In general, there exist a set of interfaces called POSIX threads (i.e. a pthread API) that can be used for general purpose threaded programming. Different operating systems have different implementations of pthreads, but their purpose is generally the same--to create a logical unit of work that can be scheduled by the OS to run concurrently on the processors. Another way to think about pthreads is as a single instruction stream that can share (heap) memory with other threads, and is scheduled by the OS onto a processor's execution context.
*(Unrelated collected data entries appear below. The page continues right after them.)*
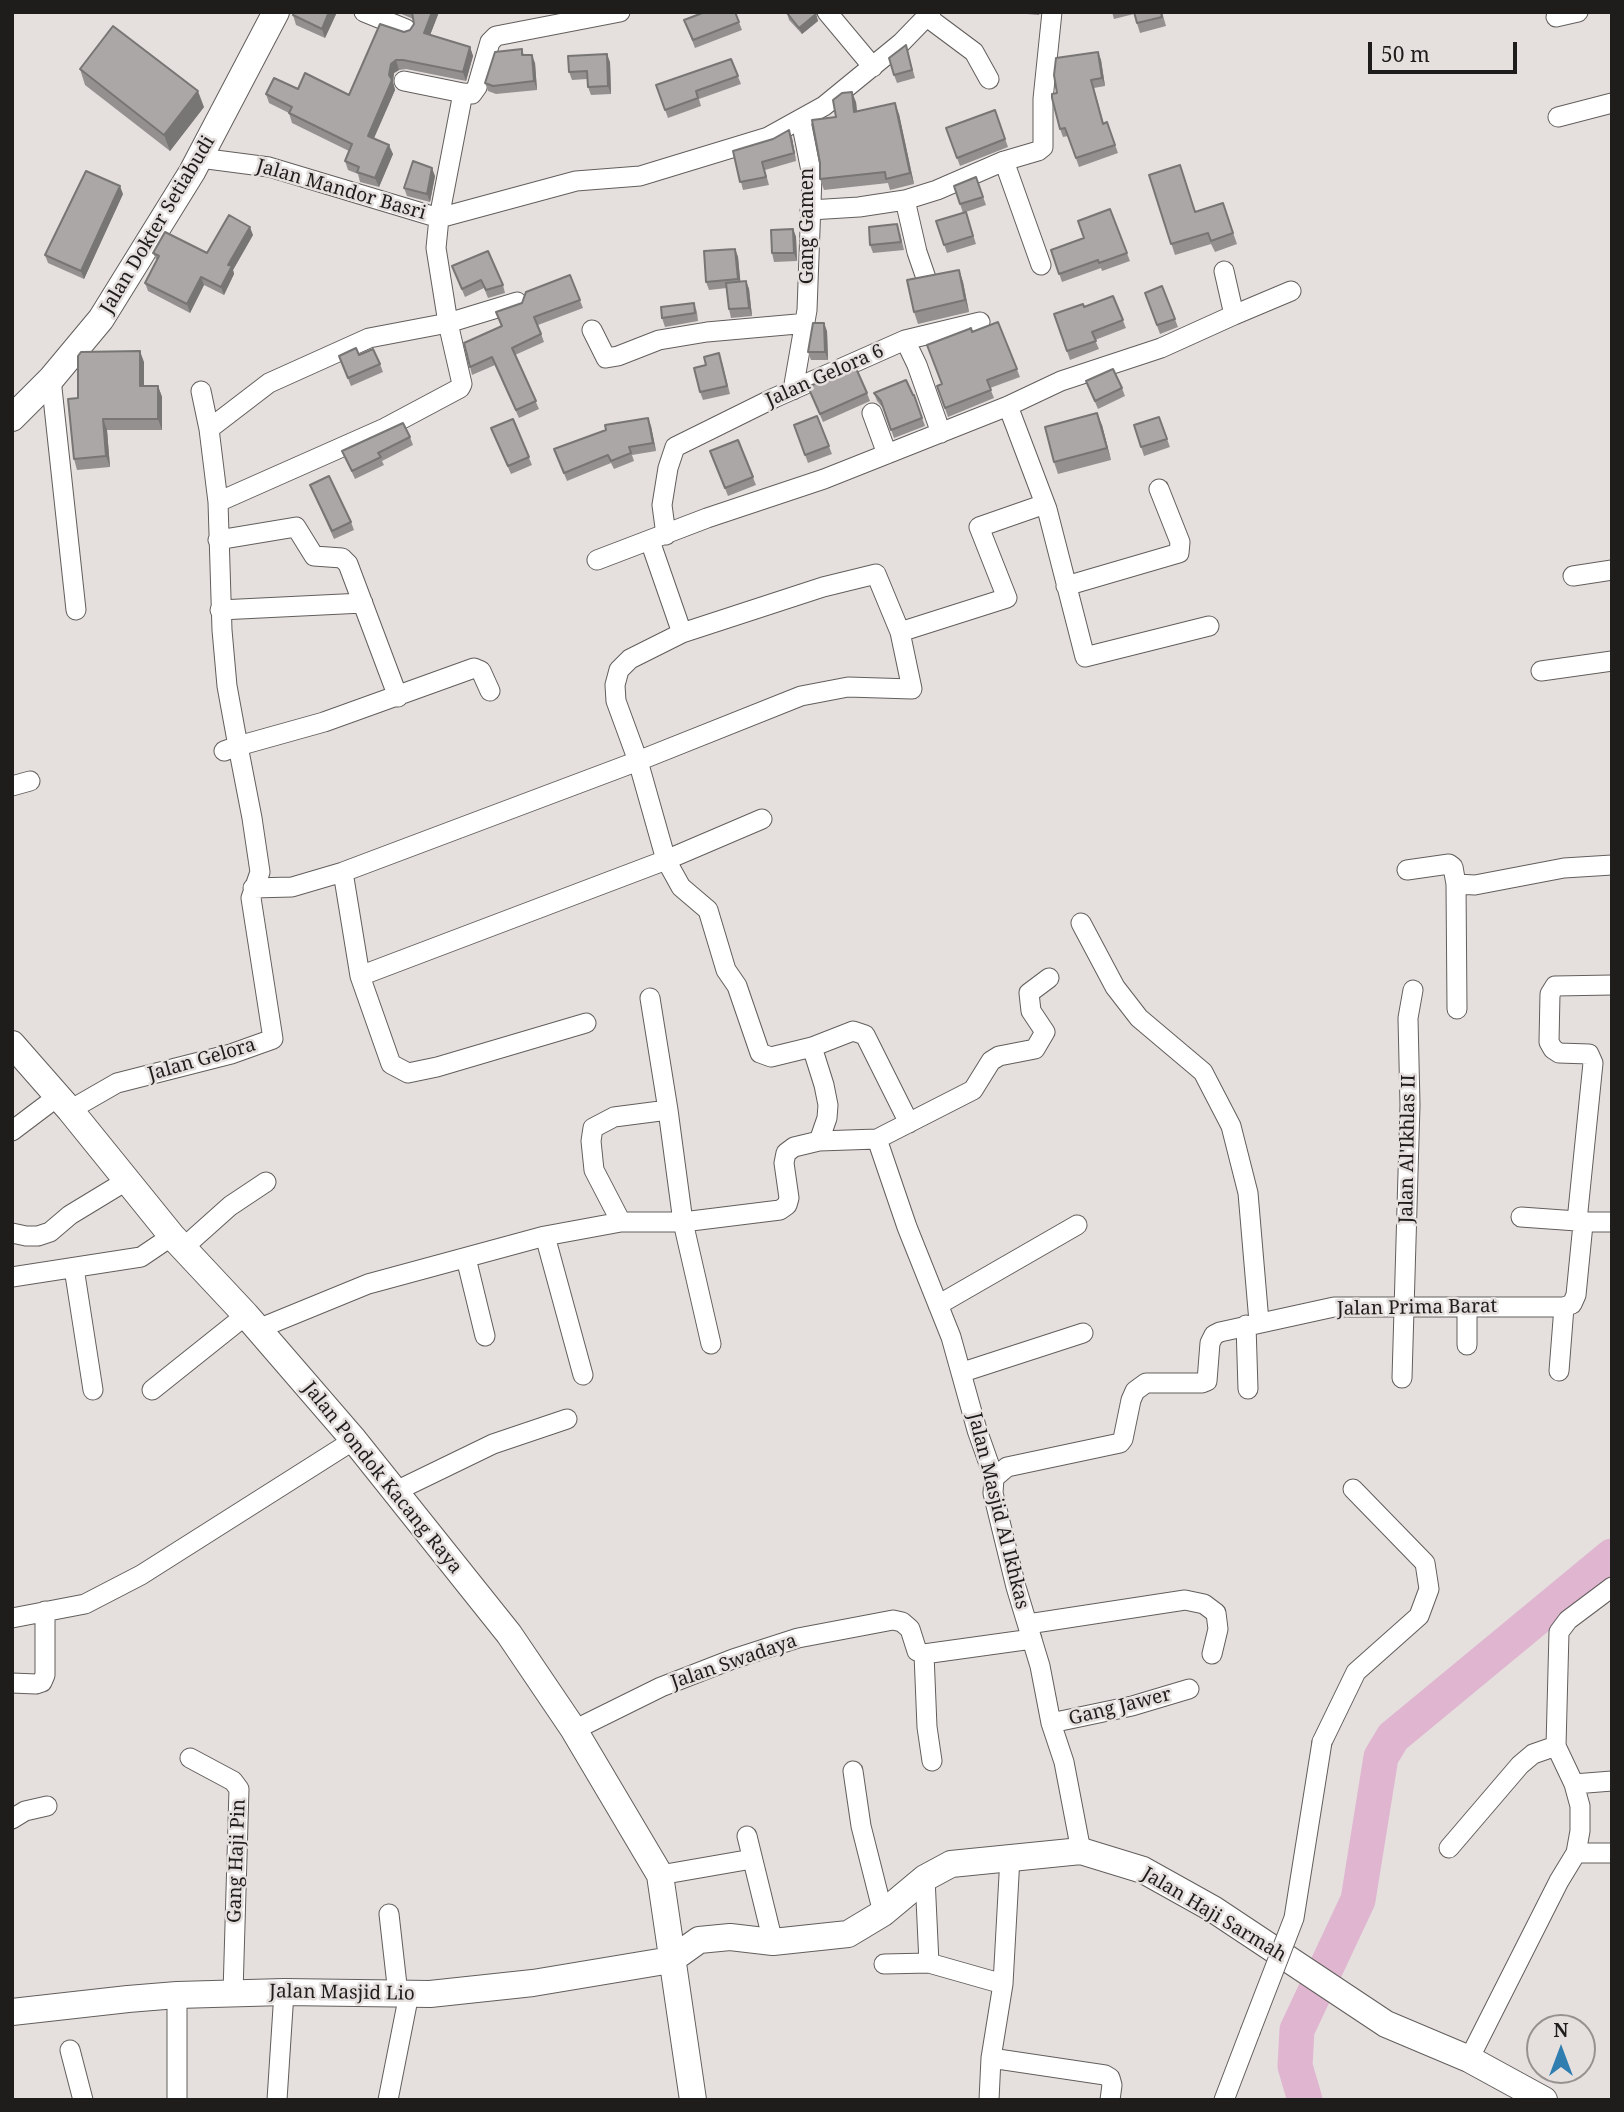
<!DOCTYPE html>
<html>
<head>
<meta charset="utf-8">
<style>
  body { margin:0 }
  #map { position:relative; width:1624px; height:2112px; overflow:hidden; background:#e5e0de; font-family:"Noto Serif",serif }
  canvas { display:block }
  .frame { position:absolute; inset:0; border:14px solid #1f1d1c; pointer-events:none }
  .north { position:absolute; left:1526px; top:2014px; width:70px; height:70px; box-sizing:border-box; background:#e5e0de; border:2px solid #969290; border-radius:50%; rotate:0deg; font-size:19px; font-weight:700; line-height:28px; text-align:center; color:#1f1d1c }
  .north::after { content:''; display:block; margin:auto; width:24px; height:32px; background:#307eb0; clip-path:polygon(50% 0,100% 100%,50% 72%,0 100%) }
  .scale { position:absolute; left:1368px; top:42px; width:149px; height:32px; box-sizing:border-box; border:4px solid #1f1d1c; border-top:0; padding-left:9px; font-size:21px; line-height:24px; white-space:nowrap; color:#1f1d1c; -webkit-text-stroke:5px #e5e0de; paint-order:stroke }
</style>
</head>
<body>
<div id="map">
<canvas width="1624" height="2112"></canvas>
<div class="frame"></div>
<div class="north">N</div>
<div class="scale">50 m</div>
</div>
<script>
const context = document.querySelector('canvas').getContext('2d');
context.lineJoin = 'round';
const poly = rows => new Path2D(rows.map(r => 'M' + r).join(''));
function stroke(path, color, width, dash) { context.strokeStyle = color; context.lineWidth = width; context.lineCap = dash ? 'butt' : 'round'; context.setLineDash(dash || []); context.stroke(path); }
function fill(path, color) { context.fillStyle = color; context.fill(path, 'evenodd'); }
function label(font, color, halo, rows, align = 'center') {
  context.font = font + ' "Noto Serif",serif'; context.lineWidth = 5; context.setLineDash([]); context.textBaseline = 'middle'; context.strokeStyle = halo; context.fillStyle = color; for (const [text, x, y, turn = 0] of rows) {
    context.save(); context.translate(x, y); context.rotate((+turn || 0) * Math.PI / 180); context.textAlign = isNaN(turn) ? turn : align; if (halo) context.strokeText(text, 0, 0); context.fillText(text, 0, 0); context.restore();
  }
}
stroke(poly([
  [1305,2100,1295,2066,1297,2030,1358,1900,1381,1757,1393,1737,1612,1556]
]), '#dfb5d0', 35);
const street = poly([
  [364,12,406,29],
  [827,12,873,67],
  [927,17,974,52,989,79],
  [1556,17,1578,12],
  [404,81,463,93],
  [1558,117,1612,103],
  [200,158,269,167,439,218],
  [1004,161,1041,265],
  [810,210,859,207,905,200],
  [439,218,576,181,640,176,768,137,824,106,901,43,931,12],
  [926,278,917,252,905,200,937,190,1004,161,1038,151,1043,147,1043,99,1052,12],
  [1234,315,1291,291],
  [592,330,606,358,618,356,659,340,707,332,797,324,800,325,803,330],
  [905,340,917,365,941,433],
  [51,379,76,610],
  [793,390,807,310,812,176,801,121],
  [201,391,209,429,218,502,222,630,227,686,238,746,324,722,474,668,481,671,490,691],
  [1008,406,1047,509,1085,657,1209,626],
  [872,413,887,454],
  [209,429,269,383,369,338,448,323,517,302],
  [218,502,385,428,460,388,462,384,448,323,436,248,439,218,463,93,472,94,477,87,490,42,496,36,620,12],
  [666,535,662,505,668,468,675,447,774,398,905,340,980,322],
  [218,540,296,527,314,556,342,558,348,564,398,697],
  [650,541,682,633],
  [597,560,707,518,824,479,1008,406,1061,381,1161,348,1234,315,1224,271],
  [1573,576,1612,570],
  [1066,586,1179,553,1180,542,1159,489],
  [220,610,363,603],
  [900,632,1007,598,979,527,1045,504],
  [1541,671,1612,661],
  [12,786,30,781],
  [1407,870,1449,864,1453,867,1456,884,1475,885,1564,868,1612,865],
  [343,872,360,976,391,1064,408,1073,437,1067,586,1023],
  [1456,884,1457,1009],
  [253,888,292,887,343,872,638,761,801,696,848,687,912,689,900,632,876,574,823,587,682,633,630,659,619,670,615,685,616,701,638,761,666,860,681,887,708,910,726,970,737,986,760,1053,771,1057,812,1047,853,1031,865,1035,909,1123],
  [1081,923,1115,987,1139,1018,1203,1072,1231,1126,1248,1193,1259,1322],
  [360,976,666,860,762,819],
  [650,998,668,1110,683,1222,711,1344],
  [812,1047,824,1085,828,1105,827,1118,819,1141],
  [70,1110,117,1083,231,1054,273,1039,251,898,260,872,252,818,238,746,224,751],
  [12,1131,57,1097],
  [877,1139,907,1227,951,1337,977,1430,994,1478,993,1493,1016,1587,1040,1666,1051,1723,1064,1762,1081,1851],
  [1521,1217,1577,1221,1583,1224],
  [1577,1221,1593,1063,1589,1054,1559,1053,1553,1049,1549,1042,1550,994,1555,986,1612,985],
  [621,1222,594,1170,591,1141,593,1128,614,1117,668,1110],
  [12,1233,26,1236,38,1236,50,1232,70,1215,126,1181],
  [545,1236,583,1375],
  [183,1248,230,1206,266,1182],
  [466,1258,485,1336],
  [74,1268,93,1390],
  [12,1277,141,1257,172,1236],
  [938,1305,1077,1225],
  [1246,1325,1248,1389],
  [258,1329,368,1284,545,1236,621,1222,683,1222,780,1210,787,1205,789,1198,784,1163,786,1153,794,1147,819,1141,877,1139,973,1090,991,1061,999,1056,1035,1049,1045,1032,1031,1011,1029,993,1049,978],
  [1467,1345,1467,1307],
  [1559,1371,1564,1307],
  [963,1372,1083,1333],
  [1402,1378,1410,1105,1408,1018,1413,990],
  [152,1390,246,1315],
  [994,1478,1007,1467,1120,1443,1123,1439,1131,1400,1135,1391,1146,1383,1202,1383,1207,1381,1210,1343,1214,1335,1220,1332,1334,1307,1564,1307,1572,1304,1576,1295,1583,1224,1588,1222,1612,1222],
  [394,1492,493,1444,567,1419],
  [12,1618,85,1604,141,1575,354,1440],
  [1028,1624,1185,1600,1204,1604,1216,1613,1218,1629,1212,1654],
  [924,1654,927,1727,932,1761],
  [12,1683,36,1684,42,1682,45,1675,45,1611],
  [1051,1723,1132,1706,1189,1689],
  [574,1730,661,1687,733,1659,798,1638,893,1620,902,1622,910,1629,917,1651,924,1654,1032,1639],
  [1322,1742,1356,1672,1419,1616,1429,1589,1425,1563,1353,1489],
  [190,1758,233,1781,239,1789,233,1993],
  [853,1771,861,1826,883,1913],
  [1574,1784,1612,1781],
  [12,1819,25,1811,47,1806],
  [747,1836,773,1942],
  [1449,1848,1520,1765,1533,1754,1556,1746],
  [1576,1853,1612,1853],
  [660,1875,752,1859],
  [389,1914,398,1994],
  [929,1963,1003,1984],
  [884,1964,929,1963,925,1878],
  [70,2050,83,2100],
  [991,2058,1105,2075,1110,2078,1112,2085,1110,2100],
  [1469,2059,1559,1881,1576,1853,1580,1831,1580,1806,1574,1784,1556,1746,1559,1632,1568,1620,1612,1587],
  [177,2100,177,1995],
  [277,2100,284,1992],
  [388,2100,409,1994],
  [989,2100,991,2058,1003,1984,1010,1857],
  [1224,2100,1250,2032]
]);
const secondary = poly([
  [12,418,51,379,101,319,192,172,276,12],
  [12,1044,70,1110,172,1236,246,1315,354,1440,509,1634,574,1730,660,1875,693,2100],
  [12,2012,128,1999,177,1995,284,1992,430,1994,533,1983,671,1960,699,1940,730,1937,773,1942,848,1934,883,1913,925,1878,951,1864,1081,1851,1143,1870,1213,1909,1386,2024,1469,2059,1544,2100]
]);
stroke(street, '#625e5c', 21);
stroke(secondary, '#625e5c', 28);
stroke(street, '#fff', 19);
stroke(secondary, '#fff', 26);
const streetBridge = poly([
  [1250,2032,1294,1918,1322,1742]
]);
stroke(streetBridge, '#625e5c', 21, []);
stroke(streetBridge, '#fff', 19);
fill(poly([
  [337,12,325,38,296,25,293,15],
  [397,12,439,12,430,35,470,47,473,56,466,81,406,69,399,70,394,73,393,82,395,90,374,138,393,154,379,187,360,182,358,174,348,170,345,161,349,151,292,123,289,113,269,103,266,94,298,89,349,95,404,32,410,30,414,24,414,20,411,18],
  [735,12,742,30,695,48,684,20],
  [1004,12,1040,12,1039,15],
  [1112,12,1162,12,1166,26,1140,33,1134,14,1114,19],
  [787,13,816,14,818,21,802,34,789,20],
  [906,45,915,78,897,83,894,75],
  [522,49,524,55,535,63,537,90,496,94,488,91,485,83],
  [1098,52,1101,60,1105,86,1094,88,1104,124,1107,122,1118,153,1079,167,1068,136,1063,137,1060,129,1057,93],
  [731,59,741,84,699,99,701,106,668,118,656,85],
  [610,62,611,94,591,95,588,87,587,79,572,80,569,72],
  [80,69,204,107,170,151,85,85],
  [856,102,857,111,899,114,914,184,890,190,888,183,824,190,820,179,836,117],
  [995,110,1008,147,960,166,946,128],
  [792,138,796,161,765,170,769,185,743,190,733,151],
  [1149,175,1196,212,1223,203,1237,244,1215,252,1211,244,1175,255],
  [435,176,430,202,407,196,404,188],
  [976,177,986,205,963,213,954,186],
  [123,194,84,279,48,263,45,255],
  [1110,209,1130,261,1102,271,1101,268,1062,282,1051,250,1084,238],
  [966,212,976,244,947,253,936,221],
  [793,229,796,237,797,261,774,262,772,253],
  [900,233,904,250,873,253,870,245],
  [253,235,233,270,234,274,224,295,204,285,190,313,148,291,145,283,157,261,153,253,207,253],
  [735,249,738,257,740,282,746,281,749,289,752,316,731,318,729,309,727,288,709,290,706,282],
  [452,266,503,285,505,293,488,298,484,288,465,297],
  [959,270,963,282,969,312,918,324,914,312],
  [570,275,583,308,538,325,544,342,515,355,539,409,519,418,495,365,472,375,470,367,501,326,496,312,522,303],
  [1162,286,1178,327,1160,334,1145,293],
  [1113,296,1126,328,1095,340,1099,349,1070,360,1054,314,1084,307],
  [694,303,697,312,698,321,665,327,662,318],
  [998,322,1020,377,990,388,994,398,948,417,937,386,942,384,973,332],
  [827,331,828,360,811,360,808,352],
  [359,355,380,364,383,372,351,386,342,364],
  [144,362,144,386,158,386,162,397,162,430,107,430,110,467,77,470,74,459,78,398],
  [722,362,730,394,703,400,700,392],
  [1086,381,1122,388,1125,396,1098,409],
  [808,387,867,393,870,401,823,422],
  [874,393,914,395,925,426,894,438,884,409,877,401],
  [817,416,832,454,808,463,794,425],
  [1159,417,1170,447,1144,456,1134,425],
  [513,419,532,465,511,474,494,436],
  [1102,425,1111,460,1058,474,1054,462],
  [651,426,656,451,632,455,634,461,614,469,611,463,567,481,554,449],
  [410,437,413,445,382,461,384,465,355,479,342,451],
  [738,440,756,485,728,496,710,451],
  [310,485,351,522,354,530,334,539]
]), '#949090');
fill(poly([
  [329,12,337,12,325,38,322,29],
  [432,12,439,12,427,43,424,33],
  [816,14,818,21,802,34,799,28],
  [470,47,473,56,466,81,463,72],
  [1098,52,1101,60,1105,86,1102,78],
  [607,54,610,62,611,94,608,86],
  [532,55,535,63,537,90,534,81],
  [396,60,399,70,394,73,393,82,395,90,371,145,368,136,389,75,391,64],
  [198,91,204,107,170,151,164,135],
  [852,92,856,102,858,123,854,112],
  [895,103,899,114,914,184,910,173],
  [789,130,792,138,796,161,794,153],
  [389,145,393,154,379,187,375,178],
  [432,168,435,176,430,202,427,194],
  [120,186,123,194,84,279,81,271],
  [250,227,253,235,233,270,234,274,224,295,221,287,228,265],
  [793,229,796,237,797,261,794,253],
  [735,249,738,257,741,287,738,279],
  [959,270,963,282,969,312,965,300],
  [201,277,204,285,190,313,187,304],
  [746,281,749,289,752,316,749,308],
  [824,323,827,331,828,360,825,352],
  [140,351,144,362,144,397,140,386],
  [158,386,162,397,162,430,158,419],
  [1097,413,1102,425,1111,460,1107,448],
  [648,418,651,426,656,451,653,443],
  [103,419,107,430,110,467,106,456]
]), '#787575');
const building = poly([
  [294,12,329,12,322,29,293,15,294,12],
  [412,12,432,12,424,33,470,47,463,72,403,60,396,60,391,64,389,75,392,80,368,136,389,145,375,178,357,172,359,167,345,161,352,144,289,113,292,107,266,94,274,78,298,89,305,73,349,95,380,24,404,32,410,30,414,24,412,12],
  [705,12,735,12,739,22,693,40,684,20,705,12],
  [788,12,814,12,816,14,799,28,787,13,788,12],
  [1134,12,1161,12,1162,17,1137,23,1134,12],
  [113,26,198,91,164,135,80,69,113,26],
  [906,45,912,70,894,75,889,58,906,45],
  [522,49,522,55,532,55,534,81,493,86,485,83,495,52,522,49],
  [1098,52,1102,78,1091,80,1103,124,1107,122,1115,145,1076,158,1065,128,1060,129,1052,98,1052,94,1057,93,1054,75,1056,58,1098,52],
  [607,54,608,86,588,87,587,71,569,72,568,56,607,54],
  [731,59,738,76,696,91,698,98,665,110,656,85,731,59],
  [852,92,854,112,895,103,910,173,886,179,885,172,820,179,820,163,812,120,836,117,833,100,842,93,852,92],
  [995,110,1005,139,957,158,946,128,995,110],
  [789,130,794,153,762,162,766,177,740,182,733,151,773,139,789,130],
  [413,161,432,168,427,194,404,188,413,161],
  [1180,165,1195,212,1223,203,1233,233,1211,241,1208,233,1171,244,1149,175,1180,165],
  [86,171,120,186,81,271,45,255,86,171],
  [976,177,983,197,960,204,954,186,976,177],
  [1110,209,1127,253,1099,263,1098,260,1059,274,1051,250,1084,238,1078,221,1110,209],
  [966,212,973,236,944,245,936,221,966,212],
  [229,215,250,227,228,265,232,266,221,287,201,277,187,304,145,283,159,256,153,253,165,232,207,253,229,215],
  [897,224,901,242,870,245,869,227,897,224],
  [793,229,794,253,772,253,771,230,793,229],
  [735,249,738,279,706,282,704,251,735,249],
  [488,251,503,285,486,290,481,280,462,289,452,266,488,251],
  [959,270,965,300,914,312,907,280,959,270],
  [570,275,580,300,534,317,541,334,512,348,536,401,516,410,492,357,470,367,464,343,502,326,496,312,522,303,526,292,570,275],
  [746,281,749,308,729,309,726,283,746,281],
  [1162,286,1175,319,1157,325,1145,293,1162,286],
  [1113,296,1123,320,1092,332,1096,341,1067,351,1054,314,1083,304,1084,307,1113,296],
  [694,303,695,313,662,318,661,307,694,303],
  [998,322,1017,369,987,380,991,390,945,408,937,386,942,384,927,345,969,329,971,328,972,332,998,322],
  [813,323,824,323,825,352,808,352,813,323],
  [356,348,359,355,373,349,380,364,348,378,339,356,356,348],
  [140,351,140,386,158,386,158,419,103,419,106,456,74,459,68,399,78,398,78,356,81,352,140,351],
  [719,353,727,386,700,392,694,368,706,365,704,357,719,353],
  [855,366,867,393,820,414,808,387,855,366],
  [1113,369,1122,388,1095,401,1086,381,1113,369],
  [906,380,913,395,914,395,922,418,891,430,881,401,874,393,906,380],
  [1097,413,1107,448,1054,462,1045,427,1097,413],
  [817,416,829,446,805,455,794,425,817,416],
  [1159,417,1167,439,1141,447,1134,425,1159,417],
  [648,418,653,443,629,447,631,453,611,461,608,455,564,473,554,449,606,430,605,425,648,418],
  [513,419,529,457,508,466,491,428,513,419],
  [403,423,410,437,378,453,381,457,352,471,342,451,403,423],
  [738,440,753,477,725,488,710,451,738,440],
  [329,476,351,522,332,531,310,485,329,476]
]);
fill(building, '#aca7a7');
stroke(building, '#787575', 2);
label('19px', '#1f1d1c', '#e5e0de', [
  ["Jalan Mandor Basri",341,190,16],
  ["Jalan Dokter Setiabudi",158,225,-59],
  ["Gang Gamen",808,226,-90],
  ["Jalan Gelora 6",825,376,-24],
  ["Jalan Gelora",202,1060,-16],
  ["Jalan Al'Ikhlas II",1408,1149,-89],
  ["Jalan Prima Barat",1417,1308,-1],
  ["Jalan Pondok Kacang Raya",382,1478,51],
  ["Jalan Masjid Al Ikhkas",998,1511,76],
  ["Jalan Swadaya",734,1662,-19],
  ["Gang Jawer",1120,1707,-14],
  ["Gang Haji Pin",237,1861,-88],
  ["Jalan Haji Sarmah",1214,1915,31],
  ["Jalan Masjid Lio",342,1993,1]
]);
</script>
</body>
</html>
A CUDA thread, conceptually, is simliar to a pthread in that it also represents a logical unit of work. In the CUDA programming model, we have functions called kernels that are executed concurrently on a (NVIDIA) GPU by CUDA threads. Unlike pthreads, it is uncommon for a single CUDA thread to possess its own, unique instruction stream. Usually, a collection, or block, of CUDA threads share an instruction stream (the compiled kernel), and are executed concurrently on separate data using the GPU's SIMD units. More specifically a warp of 32 CUDA threads that share an instruction stream are executed simultaneously on a CUDA core capable of 32-wide SIMD operations. So while a pthread is eventually mapped to an execution context on a processor, a CUDA thread is mapped to a SIMD unit on a GPU.
An ISPC program instance is again an abstraction around some unit of work which may be done concurrently with other units of work. Similar to CUDA threads, a program instance rarely exists alone--they are part of gangs of instances. Similar to how CUDA warps are mapped to a CUDA core's SIMD lanes, an ISPC gang is eventually mapped onto the SIMD lanes of the CPU and executed concurrently.

So, all of these constructs are useful abstractions that represent units of work that can be done concurrently, and the details of how they are done concurrently vary (CPU core vs. GPU SIMD lane vs. CPU SIMD lane).